A segunda leitura destaca atitudes que o cristão deve cultivar em suas relações fraternas: revestir-se de sentimentos de bondade, amabilidade, mansidão e paciência. Essas expressões de amor devem atingir a todos aqueles que partilham de nossa vida familiar e comunitária.
O Evangelho nos fala sobre a infância de Jesus e sua convivência na família. O relato deixa claro que o amor de Deus sempre esteve presente na família de Nazaré. Entre os membros da Sagrada Família, há profundo respeito pelo projeto de Deus para cada um deles.

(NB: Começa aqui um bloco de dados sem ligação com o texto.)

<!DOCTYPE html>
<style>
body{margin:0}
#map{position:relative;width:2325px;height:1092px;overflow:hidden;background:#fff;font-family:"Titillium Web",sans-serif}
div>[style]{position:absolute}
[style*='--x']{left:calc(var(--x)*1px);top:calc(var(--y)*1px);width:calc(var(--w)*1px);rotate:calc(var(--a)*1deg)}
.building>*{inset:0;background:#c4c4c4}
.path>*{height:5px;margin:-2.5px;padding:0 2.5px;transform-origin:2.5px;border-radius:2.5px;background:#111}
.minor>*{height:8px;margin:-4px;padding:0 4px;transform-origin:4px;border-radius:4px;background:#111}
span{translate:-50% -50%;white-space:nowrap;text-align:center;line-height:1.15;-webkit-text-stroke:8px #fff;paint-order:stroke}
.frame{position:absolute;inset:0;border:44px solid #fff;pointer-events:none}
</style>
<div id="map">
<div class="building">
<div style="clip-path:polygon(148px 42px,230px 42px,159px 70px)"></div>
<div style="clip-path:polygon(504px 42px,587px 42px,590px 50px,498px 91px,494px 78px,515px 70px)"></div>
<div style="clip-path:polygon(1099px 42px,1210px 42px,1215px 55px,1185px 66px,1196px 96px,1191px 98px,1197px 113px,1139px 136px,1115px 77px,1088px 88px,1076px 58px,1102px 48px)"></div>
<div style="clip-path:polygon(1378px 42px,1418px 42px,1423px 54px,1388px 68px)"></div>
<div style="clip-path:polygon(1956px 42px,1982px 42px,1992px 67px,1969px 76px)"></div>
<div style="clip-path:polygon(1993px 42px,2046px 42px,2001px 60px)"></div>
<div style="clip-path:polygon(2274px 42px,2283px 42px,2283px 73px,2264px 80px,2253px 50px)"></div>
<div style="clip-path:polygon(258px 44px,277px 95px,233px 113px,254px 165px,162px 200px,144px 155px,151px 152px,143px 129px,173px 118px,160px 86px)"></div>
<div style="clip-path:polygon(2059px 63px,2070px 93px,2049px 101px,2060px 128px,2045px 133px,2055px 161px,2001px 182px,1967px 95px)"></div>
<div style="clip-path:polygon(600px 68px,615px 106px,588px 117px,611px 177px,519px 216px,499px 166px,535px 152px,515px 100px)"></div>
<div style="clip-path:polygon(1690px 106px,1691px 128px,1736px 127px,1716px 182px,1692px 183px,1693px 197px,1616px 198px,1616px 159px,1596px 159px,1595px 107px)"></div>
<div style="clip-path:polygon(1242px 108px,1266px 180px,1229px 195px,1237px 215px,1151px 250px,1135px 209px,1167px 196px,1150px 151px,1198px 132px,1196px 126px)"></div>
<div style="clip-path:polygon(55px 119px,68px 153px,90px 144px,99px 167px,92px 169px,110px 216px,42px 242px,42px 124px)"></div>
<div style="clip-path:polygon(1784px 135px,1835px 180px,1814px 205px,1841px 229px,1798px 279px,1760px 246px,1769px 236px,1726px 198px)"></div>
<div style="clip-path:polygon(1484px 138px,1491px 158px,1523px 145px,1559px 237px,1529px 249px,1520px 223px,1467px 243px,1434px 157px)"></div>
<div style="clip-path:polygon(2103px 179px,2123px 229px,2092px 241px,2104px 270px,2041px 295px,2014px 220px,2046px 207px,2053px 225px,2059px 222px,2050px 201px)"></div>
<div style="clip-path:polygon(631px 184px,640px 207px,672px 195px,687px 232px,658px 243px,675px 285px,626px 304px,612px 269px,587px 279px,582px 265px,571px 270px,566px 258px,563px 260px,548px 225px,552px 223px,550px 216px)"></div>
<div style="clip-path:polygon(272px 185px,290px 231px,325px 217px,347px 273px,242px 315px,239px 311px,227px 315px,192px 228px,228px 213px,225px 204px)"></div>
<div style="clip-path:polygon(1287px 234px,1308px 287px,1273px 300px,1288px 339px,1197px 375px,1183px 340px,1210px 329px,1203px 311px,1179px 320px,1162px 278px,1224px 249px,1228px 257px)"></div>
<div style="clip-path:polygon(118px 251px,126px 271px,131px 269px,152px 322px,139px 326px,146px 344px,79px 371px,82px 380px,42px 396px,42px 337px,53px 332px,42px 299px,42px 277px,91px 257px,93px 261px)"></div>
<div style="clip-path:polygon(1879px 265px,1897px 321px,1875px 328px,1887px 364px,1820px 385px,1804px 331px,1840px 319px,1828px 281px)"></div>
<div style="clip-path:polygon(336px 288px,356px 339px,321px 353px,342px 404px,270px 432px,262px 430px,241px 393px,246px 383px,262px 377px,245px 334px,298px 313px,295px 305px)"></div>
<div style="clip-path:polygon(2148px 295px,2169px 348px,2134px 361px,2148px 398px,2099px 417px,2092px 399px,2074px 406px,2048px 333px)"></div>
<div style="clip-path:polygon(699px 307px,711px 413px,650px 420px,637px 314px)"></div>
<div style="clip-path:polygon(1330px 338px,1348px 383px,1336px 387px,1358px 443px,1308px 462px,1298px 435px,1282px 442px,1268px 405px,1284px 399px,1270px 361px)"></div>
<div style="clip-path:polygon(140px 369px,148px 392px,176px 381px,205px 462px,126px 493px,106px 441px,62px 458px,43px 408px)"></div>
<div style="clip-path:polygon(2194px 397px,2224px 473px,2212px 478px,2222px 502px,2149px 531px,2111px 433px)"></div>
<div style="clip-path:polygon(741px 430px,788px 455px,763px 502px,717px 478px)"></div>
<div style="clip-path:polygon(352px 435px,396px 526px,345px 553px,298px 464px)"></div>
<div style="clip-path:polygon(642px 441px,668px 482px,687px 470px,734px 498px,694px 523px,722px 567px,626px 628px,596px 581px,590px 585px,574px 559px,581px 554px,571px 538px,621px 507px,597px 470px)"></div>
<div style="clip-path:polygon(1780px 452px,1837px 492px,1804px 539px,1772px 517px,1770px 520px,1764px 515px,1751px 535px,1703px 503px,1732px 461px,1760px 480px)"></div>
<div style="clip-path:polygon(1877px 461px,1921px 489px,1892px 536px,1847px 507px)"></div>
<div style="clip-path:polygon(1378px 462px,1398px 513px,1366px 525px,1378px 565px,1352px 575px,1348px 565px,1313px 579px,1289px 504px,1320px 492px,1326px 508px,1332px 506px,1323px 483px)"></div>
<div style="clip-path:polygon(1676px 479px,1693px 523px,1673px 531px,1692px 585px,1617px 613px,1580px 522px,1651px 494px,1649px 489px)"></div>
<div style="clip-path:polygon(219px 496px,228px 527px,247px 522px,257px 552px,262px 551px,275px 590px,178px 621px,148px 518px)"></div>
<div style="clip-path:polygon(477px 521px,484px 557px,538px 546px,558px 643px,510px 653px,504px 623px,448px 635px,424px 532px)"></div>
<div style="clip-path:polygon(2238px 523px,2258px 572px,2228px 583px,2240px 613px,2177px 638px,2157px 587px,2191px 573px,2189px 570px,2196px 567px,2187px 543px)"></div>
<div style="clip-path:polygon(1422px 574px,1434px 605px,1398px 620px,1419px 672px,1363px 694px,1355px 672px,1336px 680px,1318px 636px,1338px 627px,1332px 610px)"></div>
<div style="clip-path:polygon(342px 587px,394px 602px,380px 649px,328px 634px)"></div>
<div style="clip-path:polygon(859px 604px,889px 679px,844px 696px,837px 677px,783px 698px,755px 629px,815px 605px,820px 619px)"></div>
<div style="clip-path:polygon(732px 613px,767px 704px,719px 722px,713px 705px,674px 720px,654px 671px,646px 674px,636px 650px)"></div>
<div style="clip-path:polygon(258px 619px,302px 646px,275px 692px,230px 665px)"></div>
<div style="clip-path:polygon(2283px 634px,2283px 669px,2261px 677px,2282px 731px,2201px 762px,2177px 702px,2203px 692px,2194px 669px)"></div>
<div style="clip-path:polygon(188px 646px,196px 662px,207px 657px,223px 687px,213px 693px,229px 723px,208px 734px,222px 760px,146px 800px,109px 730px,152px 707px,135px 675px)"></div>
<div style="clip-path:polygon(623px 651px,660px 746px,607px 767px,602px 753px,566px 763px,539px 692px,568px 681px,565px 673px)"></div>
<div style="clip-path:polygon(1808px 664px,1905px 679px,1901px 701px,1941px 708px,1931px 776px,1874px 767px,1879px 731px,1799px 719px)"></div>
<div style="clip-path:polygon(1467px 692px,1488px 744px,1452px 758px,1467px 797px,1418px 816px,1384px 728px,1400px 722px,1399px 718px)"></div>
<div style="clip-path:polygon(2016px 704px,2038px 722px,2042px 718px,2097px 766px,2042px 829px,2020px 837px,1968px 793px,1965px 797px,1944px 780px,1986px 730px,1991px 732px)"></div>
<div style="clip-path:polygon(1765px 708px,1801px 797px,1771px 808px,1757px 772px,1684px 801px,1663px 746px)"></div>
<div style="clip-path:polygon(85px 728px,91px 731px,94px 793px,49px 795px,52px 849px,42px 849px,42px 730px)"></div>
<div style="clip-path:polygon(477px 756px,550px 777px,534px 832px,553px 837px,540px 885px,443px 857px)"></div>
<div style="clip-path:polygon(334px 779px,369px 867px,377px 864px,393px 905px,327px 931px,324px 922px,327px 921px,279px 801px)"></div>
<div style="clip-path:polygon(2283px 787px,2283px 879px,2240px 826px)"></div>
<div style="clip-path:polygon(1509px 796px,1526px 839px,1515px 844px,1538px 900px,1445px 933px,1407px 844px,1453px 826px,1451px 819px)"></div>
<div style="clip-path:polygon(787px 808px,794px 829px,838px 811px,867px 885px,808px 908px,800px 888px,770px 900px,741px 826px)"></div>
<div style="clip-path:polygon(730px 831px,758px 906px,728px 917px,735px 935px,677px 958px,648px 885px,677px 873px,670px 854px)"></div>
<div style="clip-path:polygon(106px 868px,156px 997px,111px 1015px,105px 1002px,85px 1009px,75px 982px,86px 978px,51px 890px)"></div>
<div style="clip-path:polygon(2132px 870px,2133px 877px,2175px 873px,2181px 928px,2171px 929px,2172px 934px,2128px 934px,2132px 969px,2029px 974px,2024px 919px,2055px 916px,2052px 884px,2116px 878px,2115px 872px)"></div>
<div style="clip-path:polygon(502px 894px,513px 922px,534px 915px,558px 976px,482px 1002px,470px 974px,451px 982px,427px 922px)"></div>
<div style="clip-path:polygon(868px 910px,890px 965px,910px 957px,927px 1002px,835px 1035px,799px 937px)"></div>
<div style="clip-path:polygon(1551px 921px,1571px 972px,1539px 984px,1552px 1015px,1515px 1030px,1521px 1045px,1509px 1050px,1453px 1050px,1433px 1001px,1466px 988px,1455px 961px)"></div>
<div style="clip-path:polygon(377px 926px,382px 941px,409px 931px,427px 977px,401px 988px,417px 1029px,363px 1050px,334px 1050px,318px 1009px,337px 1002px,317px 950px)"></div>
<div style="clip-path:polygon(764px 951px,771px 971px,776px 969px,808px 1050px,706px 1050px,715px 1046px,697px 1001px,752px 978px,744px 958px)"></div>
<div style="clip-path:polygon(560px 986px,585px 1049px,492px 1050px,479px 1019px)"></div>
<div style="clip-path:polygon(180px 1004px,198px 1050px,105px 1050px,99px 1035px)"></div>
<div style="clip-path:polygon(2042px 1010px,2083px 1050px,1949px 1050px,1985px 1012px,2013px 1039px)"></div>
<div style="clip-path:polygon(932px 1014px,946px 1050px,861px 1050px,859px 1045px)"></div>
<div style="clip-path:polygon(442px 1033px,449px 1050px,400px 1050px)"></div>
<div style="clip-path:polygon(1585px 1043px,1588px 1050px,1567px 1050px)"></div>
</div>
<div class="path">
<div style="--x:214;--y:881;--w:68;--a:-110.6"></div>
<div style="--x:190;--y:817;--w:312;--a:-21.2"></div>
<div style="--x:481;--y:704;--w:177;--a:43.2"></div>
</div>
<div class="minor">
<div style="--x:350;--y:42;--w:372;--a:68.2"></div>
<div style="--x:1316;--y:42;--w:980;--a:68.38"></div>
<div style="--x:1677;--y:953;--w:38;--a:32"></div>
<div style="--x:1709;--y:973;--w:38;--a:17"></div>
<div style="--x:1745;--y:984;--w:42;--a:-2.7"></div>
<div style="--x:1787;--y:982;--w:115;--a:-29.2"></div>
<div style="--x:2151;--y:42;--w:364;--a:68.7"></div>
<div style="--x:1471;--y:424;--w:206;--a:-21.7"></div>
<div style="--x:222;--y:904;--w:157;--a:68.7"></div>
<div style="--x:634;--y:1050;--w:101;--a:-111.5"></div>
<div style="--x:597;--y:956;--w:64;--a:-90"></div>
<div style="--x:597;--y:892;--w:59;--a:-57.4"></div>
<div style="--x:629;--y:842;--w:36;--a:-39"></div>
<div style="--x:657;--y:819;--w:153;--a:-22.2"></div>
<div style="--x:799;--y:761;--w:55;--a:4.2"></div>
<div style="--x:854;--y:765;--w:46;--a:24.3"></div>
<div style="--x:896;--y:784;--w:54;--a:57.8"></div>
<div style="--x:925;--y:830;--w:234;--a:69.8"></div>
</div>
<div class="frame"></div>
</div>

II. Comentário dos textos bíblicos
1. I leitura (Eclo 3,3-7.14-17a)
O livro do Eclesiástico pertence à literatura sapiencial das Escrituras. Para as comunidades de fé do povo escolhido, o princípio da sabedoria está em buscar respostas para a vida, fundamentadas na tradição religiosa. É a Lei a fonte inspiradora para as questões práticas de convivência. O livro foi escrito por volta do século II a.C., quando Israel foi desafiado pela imposição cultural e religiosa helenista. A dominação estrangeira foi além do aspecto político; impôs-se com outros valores éticos, religiosos e culturais. O fiel israelita foi desafiado a buscar, na sua tradição, os valores importantes para manter sua identidade de povo de Deus.
O texto desta liturgia apresenta orientações sobre a vida em família. Os Dez Mandamentos sempre foram a base para Israel. A leitura se fundamenta no Decálogo, sobretudo no quarto mandamento: honrar pai e mãe. A atitude de honrar, nessa leitura, significa dar a devida importância; reconhecer que os pais são instrumentos pelos quais alcançamos a bênção divina, pois por meio deles é que o Senhor nos concede a vida.
O reconhecimento de que os pais são a fonte por meio da qual Deus nos deu a vida deve suscitar em nosso coração os sentimentos de gratidão e, sobretudo, de cuidado atencioso, quando, na velhice, os pais necessitarem da ajuda dos filhos. O reconhecimento e o respeito aos pais não são atitudes que devemos assumir apenas enquanto cuidam de nós, mas sempre, também quando eles, por questões de idade e saúde, passarem a depender de nós. O sentimento de gratidão deve permanecer no coração dos filhos em todas as etapas da vida.
2. II leitura (Cl 3,12-21)
A carta aos Colossenses provavelmente foi escrita quando Paulo estava na prisão em Roma, por volta do ano 63 d.C. O apóstolo precisou cuidar pastoralmente da comunidade a distância. Ele sente a necessidade de fortalecer a fé e o conhecimento da doutrina cristã, sobretudo porque circulavam em Colossas doutrinas advindas de outras crenças religiosas do mundo greco-romano.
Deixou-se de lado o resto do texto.